▶ [What to work on]
The response should hold every record from the listing that follows, verbatim, and no pictures.

▶ [Stored data]
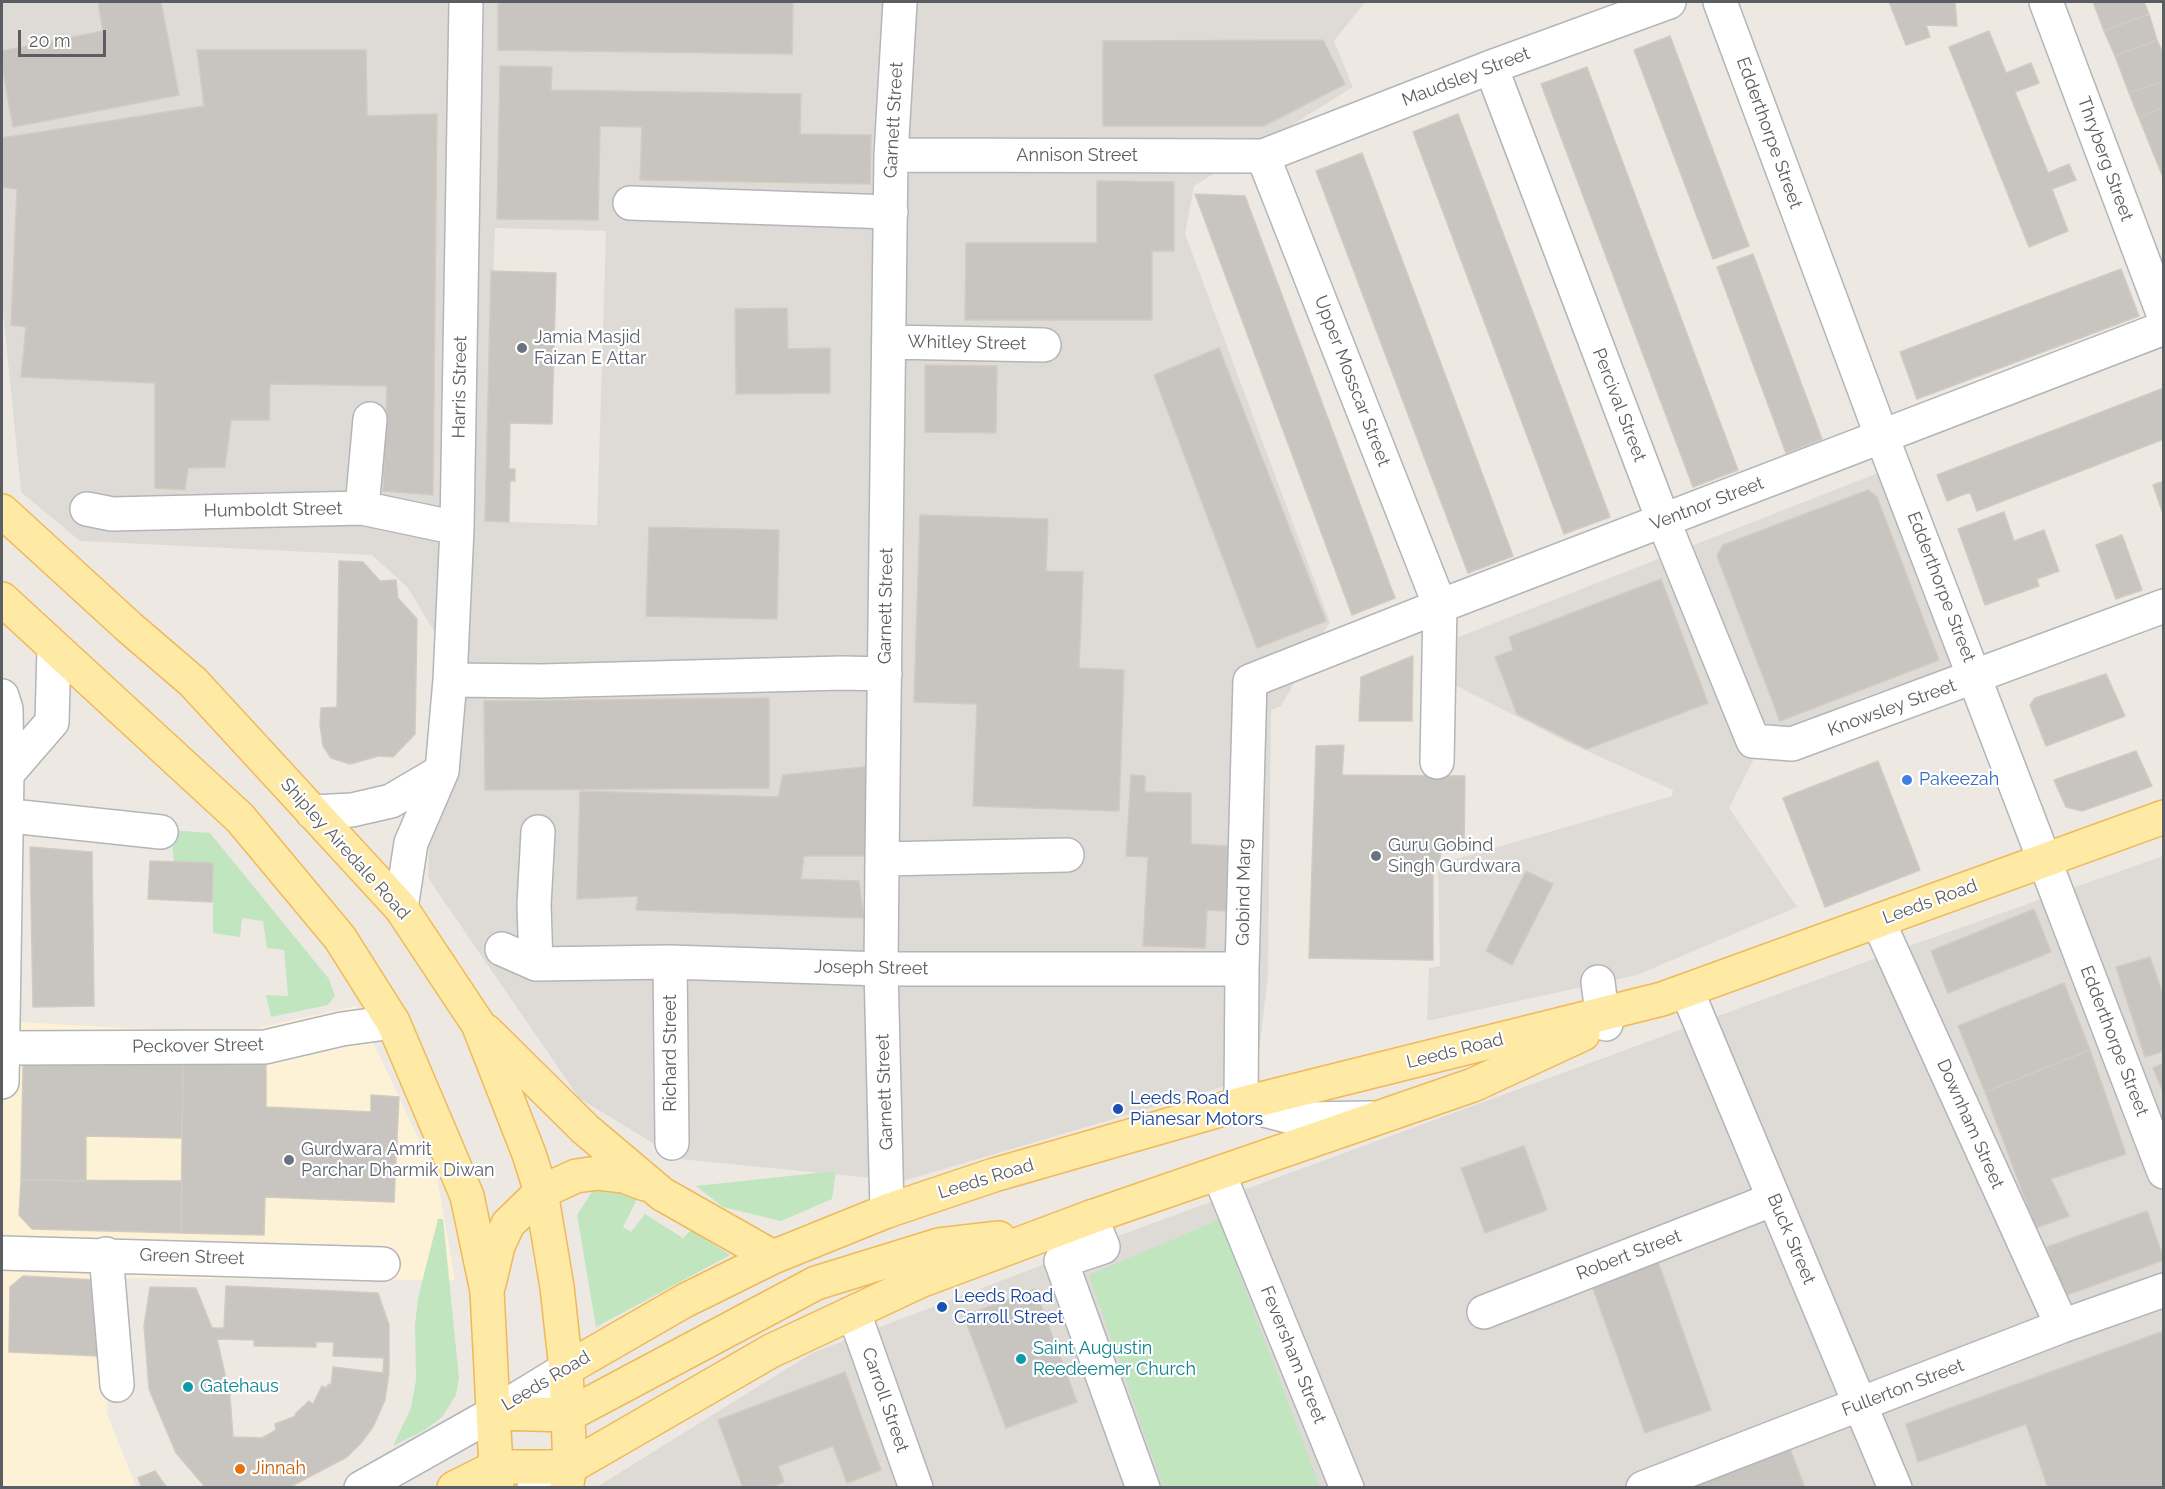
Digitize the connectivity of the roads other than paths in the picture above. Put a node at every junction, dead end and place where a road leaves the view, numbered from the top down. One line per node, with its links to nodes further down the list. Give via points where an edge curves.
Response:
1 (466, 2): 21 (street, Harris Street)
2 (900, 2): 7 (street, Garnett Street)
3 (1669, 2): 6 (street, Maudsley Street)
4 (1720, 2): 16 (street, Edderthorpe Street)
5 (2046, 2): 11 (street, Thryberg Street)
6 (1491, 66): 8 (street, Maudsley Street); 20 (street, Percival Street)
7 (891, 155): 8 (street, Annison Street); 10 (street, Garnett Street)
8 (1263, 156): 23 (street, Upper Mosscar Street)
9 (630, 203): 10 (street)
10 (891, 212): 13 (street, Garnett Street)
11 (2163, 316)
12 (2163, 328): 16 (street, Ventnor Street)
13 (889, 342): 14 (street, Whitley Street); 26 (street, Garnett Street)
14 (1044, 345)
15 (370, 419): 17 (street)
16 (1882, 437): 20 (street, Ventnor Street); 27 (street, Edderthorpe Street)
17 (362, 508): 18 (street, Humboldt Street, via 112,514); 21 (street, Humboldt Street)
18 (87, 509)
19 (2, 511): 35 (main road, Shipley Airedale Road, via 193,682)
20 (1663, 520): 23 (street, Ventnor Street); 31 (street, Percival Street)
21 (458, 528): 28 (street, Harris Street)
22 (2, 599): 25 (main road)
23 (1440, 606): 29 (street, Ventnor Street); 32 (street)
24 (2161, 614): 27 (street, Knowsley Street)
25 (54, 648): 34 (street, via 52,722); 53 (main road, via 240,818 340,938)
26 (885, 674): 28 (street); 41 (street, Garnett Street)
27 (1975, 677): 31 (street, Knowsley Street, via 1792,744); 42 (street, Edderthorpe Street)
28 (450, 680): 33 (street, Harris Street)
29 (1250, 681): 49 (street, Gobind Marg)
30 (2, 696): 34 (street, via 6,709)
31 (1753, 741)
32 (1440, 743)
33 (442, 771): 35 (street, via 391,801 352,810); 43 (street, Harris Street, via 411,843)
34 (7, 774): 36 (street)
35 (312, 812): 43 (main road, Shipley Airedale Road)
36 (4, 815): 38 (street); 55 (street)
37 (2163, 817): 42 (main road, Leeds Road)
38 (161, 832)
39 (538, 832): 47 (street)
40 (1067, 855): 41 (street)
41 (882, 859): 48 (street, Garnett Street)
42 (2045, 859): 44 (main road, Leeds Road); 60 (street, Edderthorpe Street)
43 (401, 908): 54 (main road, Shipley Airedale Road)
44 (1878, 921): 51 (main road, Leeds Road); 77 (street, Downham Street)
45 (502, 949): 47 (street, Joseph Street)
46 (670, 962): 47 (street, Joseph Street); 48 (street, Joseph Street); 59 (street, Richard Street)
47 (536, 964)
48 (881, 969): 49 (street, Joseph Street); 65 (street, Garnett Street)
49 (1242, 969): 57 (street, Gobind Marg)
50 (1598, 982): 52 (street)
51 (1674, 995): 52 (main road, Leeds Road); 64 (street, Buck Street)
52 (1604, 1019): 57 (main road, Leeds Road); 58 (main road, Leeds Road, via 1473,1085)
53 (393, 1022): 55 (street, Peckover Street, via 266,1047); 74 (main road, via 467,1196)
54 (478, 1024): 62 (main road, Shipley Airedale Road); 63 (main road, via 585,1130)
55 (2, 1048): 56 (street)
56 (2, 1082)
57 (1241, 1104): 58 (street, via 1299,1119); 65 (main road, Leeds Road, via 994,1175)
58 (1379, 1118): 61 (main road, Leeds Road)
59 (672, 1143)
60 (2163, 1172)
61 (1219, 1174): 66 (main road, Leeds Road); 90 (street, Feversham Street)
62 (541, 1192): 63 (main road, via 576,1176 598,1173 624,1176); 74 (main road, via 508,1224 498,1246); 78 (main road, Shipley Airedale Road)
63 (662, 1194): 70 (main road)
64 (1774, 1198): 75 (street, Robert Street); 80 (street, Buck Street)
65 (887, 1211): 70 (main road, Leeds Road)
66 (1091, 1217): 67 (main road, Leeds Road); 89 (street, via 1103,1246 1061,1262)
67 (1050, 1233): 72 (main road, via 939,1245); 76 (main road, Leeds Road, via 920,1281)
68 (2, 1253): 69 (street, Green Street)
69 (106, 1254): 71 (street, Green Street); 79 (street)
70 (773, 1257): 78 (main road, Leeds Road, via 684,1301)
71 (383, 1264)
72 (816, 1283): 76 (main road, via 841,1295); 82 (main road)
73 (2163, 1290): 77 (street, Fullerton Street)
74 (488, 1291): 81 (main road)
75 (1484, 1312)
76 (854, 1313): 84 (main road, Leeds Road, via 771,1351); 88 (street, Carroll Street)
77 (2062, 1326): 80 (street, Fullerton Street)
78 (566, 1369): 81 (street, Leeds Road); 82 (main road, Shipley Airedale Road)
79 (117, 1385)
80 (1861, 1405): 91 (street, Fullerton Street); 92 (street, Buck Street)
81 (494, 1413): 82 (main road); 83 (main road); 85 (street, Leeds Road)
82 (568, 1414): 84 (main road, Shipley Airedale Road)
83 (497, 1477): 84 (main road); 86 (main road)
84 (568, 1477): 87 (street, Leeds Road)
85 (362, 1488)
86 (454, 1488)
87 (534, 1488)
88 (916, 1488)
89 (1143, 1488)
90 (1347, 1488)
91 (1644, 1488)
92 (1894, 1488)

▶ [Answer area]
Digitize the connectivity of the roads other than paths in the picture above. Put a node at every junction, dead end and place where a road leaves the view, numbered from the top down. One line per node, with its links to nodes further down the list. Give via points where an edge curves.
Response:
1 (466, 2): 21 (street, Harris Street)
2 (900, 2): 7 (street, Garnett Street)
3 (1669, 2): 6 (street, Maudsley Street)
4 (1720, 2): 16 (street, Edderthorpe Street)
5 (2046, 2): 11 (street, Thryberg Street)
6 (1491, 66): 8 (street, Maudsley Street); 20 (street, Percival Street)
7 (891, 155): 8 (street, Annison Street); 10 (street, Garnett Street)
8 (1263, 156): 23 (street, Upper Mosscar Street)
9 (630, 203): 10 (street)
10 (891, 212): 13 (street, Garnett Street)
11 (2163, 316)
12 (2163, 328): 16 (street, Ventnor Street)
13 (889, 342): 14 (street, Whitley Street); 26 (street, Garnett Street)
14 (1044, 345)
15 (370, 419): 17 (street)
16 (1882, 437): 20 (street, Ventnor Street); 27 (street, Edderthorpe Street)
17 (362, 508): 18 (street, Humboldt Street, via 112,514); 21 (street, Humboldt Street)
18 (87, 509)
19 (2, 511): 35 (main road, Shipley Airedale Road, via 193,682)
20 (1663, 520): 23 (street, Ventnor Street); 31 (street, Percival Street)
21 (458, 528): 28 (street, Harris Street)
22 (2, 599): 25 (main road)
23 (1440, 606): 29 (street, Ventnor Street); 32 (street)
24 (2161, 614): 27 (street, Knowsley Street)
25 (54, 648): 34 (street, via 52,722); 53 (main road, via 240,818 340,938)
26 (885, 674): 28 (street); 41 (street, Garnett Street)
27 (1975, 677): 31 (street, Knowsley Street, via 1792,744); 42 (street, Edderthorpe Street)
28 (450, 680): 33 (street, Harris Street)
29 (1250, 681): 49 (street, Gobind Marg)
30 (2, 696): 34 (street, via 6,709)
31 (1753, 741)
32 (1440, 743)
33 (442, 771): 35 (street, via 391,801 352,810); 43 (street, Harris Street, via 411,843)
34 (7, 774): 36 (street)
35 (312, 812): 43 (main road, Shipley Airedale Road)
36 (4, 815): 38 (street); 55 (street)
37 (2163, 817): 42 (main road, Leeds Road)
38 (161, 832)
39 (538, 832): 47 (street)
40 (1067, 855): 41 (street)
41 (882, 859): 48 (street, Garnett Street)
42 (2045, 859): 44 (main road, Leeds Road); 60 (street, Edderthorpe Street)
43 (401, 908): 54 (main road, Shipley Airedale Road)
44 (1878, 921): 51 (main road, Leeds Road); 77 (street, Downham Street)
45 (502, 949): 47 (street, Joseph Street)
46 (670, 962): 47 (street, Joseph Street); 48 (street, Joseph Street); 59 (street, Richard Street)
47 (536, 964)
48 (881, 969): 49 (street, Joseph Street); 65 (street, Garnett Street)
49 (1242, 969): 57 (street, Gobind Marg)
50 (1598, 982): 52 (street)
51 (1674, 995): 52 (main road, Leeds Road); 64 (street, Buck Street)
52 (1604, 1019): 57 (main road, Leeds Road); 58 (main road, Leeds Road, via 1473,1085)
53 (393, 1022): 55 (street, Peckover Street, via 266,1047); 74 (main road, via 467,1196)
54 (478, 1024): 62 (main road, Shipley Airedale Road); 63 (main road, via 585,1130)
55 (2, 1048): 56 (street)
56 (2, 1082)
57 (1241, 1104): 58 (street, via 1299,1119); 65 (main road, Leeds Road, via 994,1175)
58 (1379, 1118): 61 (main road, Leeds Road)
59 (672, 1143)
60 (2163, 1172)
61 (1219, 1174): 66 (main road, Leeds Road); 90 (street, Feversham Street)
62 (541, 1192): 63 (main road, via 576,1176 598,1173 624,1176); 74 (main road, via 508,1224 498,1246); 78 (main road, Shipley Airedale Road)
63 (662, 1194): 70 (main road)
64 (1774, 1198): 75 (street, Robert Street); 80 (street, Buck Street)
65 (887, 1211): 70 (main road, Leeds Road)
66 (1091, 1217): 67 (main road, Leeds Road); 89 (street, via 1103,1246 1061,1262)
67 (1050, 1233): 72 (main road, via 939,1245); 76 (main road, Leeds Road, via 920,1281)
68 (2, 1253): 69 (street, Green Street)
69 (106, 1254): 71 (street, Green Street); 79 (street)
70 (773, 1257): 78 (main road, Leeds Road, via 684,1301)
71 (383, 1264)
72 (816, 1283): 76 (main road, via 841,1295); 82 (main road)
73 (2163, 1290): 77 (street, Fullerton Street)
74 (488, 1291): 81 (main road)
75 (1484, 1312)
76 (854, 1313): 84 (main road, Leeds Road, via 771,1351); 88 (street, Carroll Street)
77 (2062, 1326): 80 (street, Fullerton Street)
78 (566, 1369): 81 (street, Leeds Road); 82 (main road, Shipley Airedale Road)
79 (117, 1385)
80 (1861, 1405): 91 (street, Fullerton Street); 92 (street, Buck Street)
81 (494, 1413): 82 (main road); 83 (main road); 85 (street, Leeds Road)
82 (568, 1414): 84 (main road, Shipley Airedale Road)
83 (497, 1477): 84 (main road); 86 (main road)
84 (568, 1477): 87 (street, Leeds Road)
85 (362, 1488)
86 (454, 1488)
87 (534, 1488)
88 (916, 1488)
89 (1143, 1488)
90 (1347, 1488)
91 (1644, 1488)
92 (1894, 1488)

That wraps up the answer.